Time to boot the Council says critic
A Hamilton-based technology entrepreneur and council critic has confirmed plans to mobilise voters to cull city council politicians he says have failed to show they can adequately guide the city's economic fortunes.
Ray Stark - who last year publicly attacked the council with billboards demanding accountability for its V8s losses - will bankroll the campaign and commit his companies' sophisticated phone poll technology to the cause.
The party will not endorse or support candidates and as a result will not be subject to electoral campaign finance laws.
But his plans have already raised the ire of one city councillor who says wealth should not be wielded to influence local election results.
Veteran councillor Dave Macpherson suggested Mr Stark would quickly draw the attention of election officials.
"All he has to do is mention a candidate and he'll be running across the law," Mr Macpherson said.
"We know he has those right wing links with Garry Mallett, who intends to stand for council, and it's going to be hard for him to make a distinction between himself and Mr Mallett when it comes to the campaign period.
"I don't think Hamilton is interested in backing money and he's someone who thinks money talks."
Behind the scenes he has allied himself with firebrand former city councillor, Wel Energy Trust chairman and ACT national president Garry Mallett.
The pair stood on the right-leaning City Vision ticket in 1998, with Mr Stark's then-fledgling company's phone polling technology credited by some pundits for the successful campaigns of four of its candidates, including Mr Mallett.
"We're certainly hoping to have some influence," said Mr Mallett, who said he had not ruled out standing again, independently, as a candidate in October.
"I have thought about it, and sometimes I'm really keen and other times I've had a gutsful, hot and cold. I've considered it but haven't made a decision."
Mr Stark told the Times that he had no intention of standing, and nor would his independent campaign field or endorse election candidates.
He said he was spending "some significant money" because he wanted to test how much influence a concerted campaign could have on the city's elections.
"I've got to be responsible financially, I can't be reckless about the money, and I'm definitely going to be putting the money where it works best. But I don't have to account for it, that's a good thing about being outside," he said.
While coy about the exact budget, his armoury includes the technological capability to simultaneously cold-call every registered voter in the city.
"We can call people by their first name, we know their details, we can do all that. I can call every registered voter inside one minute. It's pretty cool stuff, most people won't even realise they've been talking to a computer," he said.

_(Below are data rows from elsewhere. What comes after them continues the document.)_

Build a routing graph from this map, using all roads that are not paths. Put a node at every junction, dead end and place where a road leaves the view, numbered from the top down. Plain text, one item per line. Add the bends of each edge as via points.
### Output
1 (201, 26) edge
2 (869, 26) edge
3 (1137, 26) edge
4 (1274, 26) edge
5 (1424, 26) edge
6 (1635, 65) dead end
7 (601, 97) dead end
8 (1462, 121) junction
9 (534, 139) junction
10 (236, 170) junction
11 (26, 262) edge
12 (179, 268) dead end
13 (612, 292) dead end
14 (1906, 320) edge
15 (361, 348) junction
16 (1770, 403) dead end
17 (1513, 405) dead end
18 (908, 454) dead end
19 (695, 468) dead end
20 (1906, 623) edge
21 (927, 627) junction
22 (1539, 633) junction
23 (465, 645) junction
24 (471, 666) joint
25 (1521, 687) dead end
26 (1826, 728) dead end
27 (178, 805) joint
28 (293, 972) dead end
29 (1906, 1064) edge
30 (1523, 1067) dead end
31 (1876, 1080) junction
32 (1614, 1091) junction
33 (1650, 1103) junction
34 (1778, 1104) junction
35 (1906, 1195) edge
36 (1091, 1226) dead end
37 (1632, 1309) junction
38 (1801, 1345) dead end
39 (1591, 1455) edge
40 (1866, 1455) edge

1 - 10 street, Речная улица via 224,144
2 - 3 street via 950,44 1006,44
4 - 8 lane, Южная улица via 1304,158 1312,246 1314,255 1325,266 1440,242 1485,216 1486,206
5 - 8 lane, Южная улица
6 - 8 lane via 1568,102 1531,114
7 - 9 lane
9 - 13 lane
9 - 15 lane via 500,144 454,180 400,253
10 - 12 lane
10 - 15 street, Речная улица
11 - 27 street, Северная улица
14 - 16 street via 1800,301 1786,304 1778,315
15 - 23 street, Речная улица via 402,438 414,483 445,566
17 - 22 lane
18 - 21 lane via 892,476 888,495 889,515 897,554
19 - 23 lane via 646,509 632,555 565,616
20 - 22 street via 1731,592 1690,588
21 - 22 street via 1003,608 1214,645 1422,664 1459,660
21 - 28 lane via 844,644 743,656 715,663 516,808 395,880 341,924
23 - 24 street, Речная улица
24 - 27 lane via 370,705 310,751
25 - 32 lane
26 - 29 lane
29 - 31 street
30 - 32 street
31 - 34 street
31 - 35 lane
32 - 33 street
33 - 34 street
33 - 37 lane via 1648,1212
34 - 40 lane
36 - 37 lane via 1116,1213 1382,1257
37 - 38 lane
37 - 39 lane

Billboard space has been booked from March through to the October poll.
"I think what I'm doing from the outside is more effective than being on the inside. I'm not going to stand. A lot of people get into council thinking that they're about to change the world, and they become useless," said Mr Stark.
"I'm not going to get everything I want. But the issue fundamentally is council thinks the ratepayer is an ATM machine. This council think they can just put up rates, they've been doing it for years, and they haven't changed," he said.
"The ones that have had a good shot at it, and messed it up, need to go.
"Unless you get rid of people that have been on the council for a long time, you're never going to get anywhere. The best thing that could happen would be if they didn't stand, and allowed the city council to refresh itself," he said.